What did we learn? We care tremendously about both our field research and our families. Fieldwork with a baby is not easy. You can do both, but you need to compromise. You also need patience, a quality that helps in both raising children and doing fieldwork. You need to work out the details with your colleagues, and appreciate their accommodations. And you need to be flexible yourself. More specifically:
- Having a supportive environment at work is essential for juggling the demands of fieldwork and an infant. In our cases, Lehigh University granted Joan an intermittent parental leave after her daughter was born, and our department of earth and environmental sciences extended a leave to Maura.
- You need the support of your family throughout the enterprise.
- You need to have reasonable, and adjustable, expectations for what the child can handle and what can be accomplished workwise. You must be ready to change the plan if necessary.
- Don’t push it if it’s a bad day.
- Expect to be tired.
- Be explicit with students and colleagues about what to expect and the need for flexibility. That is true even without a baby. Give students clear instructions and independence.
- Evaluate the risks of potentially dangerous situations in the field.
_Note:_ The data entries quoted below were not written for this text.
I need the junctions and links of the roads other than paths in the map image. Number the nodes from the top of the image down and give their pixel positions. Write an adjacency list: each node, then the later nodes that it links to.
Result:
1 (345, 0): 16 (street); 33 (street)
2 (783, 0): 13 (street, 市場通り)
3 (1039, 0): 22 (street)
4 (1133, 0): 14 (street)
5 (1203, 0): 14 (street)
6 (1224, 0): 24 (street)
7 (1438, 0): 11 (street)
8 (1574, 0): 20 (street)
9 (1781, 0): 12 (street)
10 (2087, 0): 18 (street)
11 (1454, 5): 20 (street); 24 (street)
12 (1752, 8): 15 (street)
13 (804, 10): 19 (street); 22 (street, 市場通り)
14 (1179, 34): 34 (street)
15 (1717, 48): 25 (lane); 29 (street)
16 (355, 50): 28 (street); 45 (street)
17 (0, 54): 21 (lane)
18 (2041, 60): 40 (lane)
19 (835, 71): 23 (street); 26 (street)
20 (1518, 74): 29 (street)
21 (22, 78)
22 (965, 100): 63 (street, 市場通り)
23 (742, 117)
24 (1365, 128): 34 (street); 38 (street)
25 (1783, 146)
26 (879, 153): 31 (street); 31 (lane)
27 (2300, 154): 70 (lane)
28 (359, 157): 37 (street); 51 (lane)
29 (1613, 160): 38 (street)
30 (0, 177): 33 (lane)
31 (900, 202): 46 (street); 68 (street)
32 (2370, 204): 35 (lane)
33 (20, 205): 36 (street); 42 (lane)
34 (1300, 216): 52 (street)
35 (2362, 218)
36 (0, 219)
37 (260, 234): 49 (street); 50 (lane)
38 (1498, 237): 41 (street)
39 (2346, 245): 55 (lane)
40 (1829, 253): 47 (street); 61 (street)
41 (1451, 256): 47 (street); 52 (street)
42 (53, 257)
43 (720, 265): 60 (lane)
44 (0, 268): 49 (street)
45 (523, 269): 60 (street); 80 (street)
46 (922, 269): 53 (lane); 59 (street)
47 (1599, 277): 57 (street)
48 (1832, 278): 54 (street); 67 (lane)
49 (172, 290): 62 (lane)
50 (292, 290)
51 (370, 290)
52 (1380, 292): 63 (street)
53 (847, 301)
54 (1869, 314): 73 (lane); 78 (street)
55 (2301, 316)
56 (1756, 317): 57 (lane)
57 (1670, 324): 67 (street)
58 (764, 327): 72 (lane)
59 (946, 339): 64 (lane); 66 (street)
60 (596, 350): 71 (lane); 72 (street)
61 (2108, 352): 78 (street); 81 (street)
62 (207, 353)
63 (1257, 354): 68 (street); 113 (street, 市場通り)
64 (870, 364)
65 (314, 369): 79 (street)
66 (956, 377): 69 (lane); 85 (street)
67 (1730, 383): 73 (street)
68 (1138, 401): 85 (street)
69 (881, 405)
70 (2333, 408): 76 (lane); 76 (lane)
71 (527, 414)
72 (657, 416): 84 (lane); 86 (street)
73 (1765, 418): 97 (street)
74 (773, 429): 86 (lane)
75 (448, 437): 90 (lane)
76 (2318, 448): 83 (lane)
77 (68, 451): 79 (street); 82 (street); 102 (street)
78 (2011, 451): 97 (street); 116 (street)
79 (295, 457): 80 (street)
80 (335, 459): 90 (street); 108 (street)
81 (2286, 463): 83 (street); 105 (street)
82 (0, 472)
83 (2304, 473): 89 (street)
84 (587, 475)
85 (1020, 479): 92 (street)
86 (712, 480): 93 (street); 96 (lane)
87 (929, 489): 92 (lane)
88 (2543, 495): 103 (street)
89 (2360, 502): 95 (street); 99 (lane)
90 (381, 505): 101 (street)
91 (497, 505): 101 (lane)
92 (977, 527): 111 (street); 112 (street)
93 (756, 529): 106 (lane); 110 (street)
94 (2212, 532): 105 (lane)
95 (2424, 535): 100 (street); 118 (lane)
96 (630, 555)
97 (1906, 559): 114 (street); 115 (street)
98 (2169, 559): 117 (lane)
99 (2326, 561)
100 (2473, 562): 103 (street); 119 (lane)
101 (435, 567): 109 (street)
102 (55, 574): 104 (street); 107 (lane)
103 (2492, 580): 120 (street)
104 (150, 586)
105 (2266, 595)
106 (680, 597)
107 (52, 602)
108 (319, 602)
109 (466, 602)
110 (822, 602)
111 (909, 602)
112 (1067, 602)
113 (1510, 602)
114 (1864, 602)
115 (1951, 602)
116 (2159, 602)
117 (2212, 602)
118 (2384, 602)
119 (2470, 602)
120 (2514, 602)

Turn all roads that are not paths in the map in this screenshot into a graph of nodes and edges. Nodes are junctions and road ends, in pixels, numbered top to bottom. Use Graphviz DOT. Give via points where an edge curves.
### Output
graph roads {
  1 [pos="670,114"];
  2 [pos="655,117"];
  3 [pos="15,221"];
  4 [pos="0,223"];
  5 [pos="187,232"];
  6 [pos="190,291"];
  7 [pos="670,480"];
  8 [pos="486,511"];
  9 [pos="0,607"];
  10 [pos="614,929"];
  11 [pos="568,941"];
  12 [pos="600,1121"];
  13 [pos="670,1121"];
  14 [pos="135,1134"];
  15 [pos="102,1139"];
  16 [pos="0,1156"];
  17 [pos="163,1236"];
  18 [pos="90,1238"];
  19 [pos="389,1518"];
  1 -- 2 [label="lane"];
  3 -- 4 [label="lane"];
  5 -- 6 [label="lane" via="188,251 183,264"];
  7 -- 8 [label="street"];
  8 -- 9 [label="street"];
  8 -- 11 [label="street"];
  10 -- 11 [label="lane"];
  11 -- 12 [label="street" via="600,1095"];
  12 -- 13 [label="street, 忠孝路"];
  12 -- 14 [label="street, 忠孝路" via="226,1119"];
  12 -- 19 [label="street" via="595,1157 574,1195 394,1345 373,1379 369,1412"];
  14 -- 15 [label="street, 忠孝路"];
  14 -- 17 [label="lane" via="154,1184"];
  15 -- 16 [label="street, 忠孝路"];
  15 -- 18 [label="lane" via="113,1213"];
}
Don’t put the child or the group in danger.
- Fieldwork is good for babies: It teaches them adaptability and a love of the outdoors. Their exposure to students is mutually stimulating and fun, and they benefit from a strong relationship with their caregiver, whether that is a parent, a grandparent, or a nanny.
- Fieldwork is good for mothers: It helps you maintain a field program and your involvement with students. Outdoor time with your baby blends interests. Exercise at this stage is key for your psyche (and physique).
Will our daughters benefit from having mothers who are not only working outside the home but also often outside four walls, knee deep in snow or muck?
We would like to think that through their exposure to the outdoors and science, our daughters will catch a sense of wonder at the world around them and a desire to understand it. We hope that observing their mothers’ pursuit of nontraditional careers will inspire and build confidence in each of them.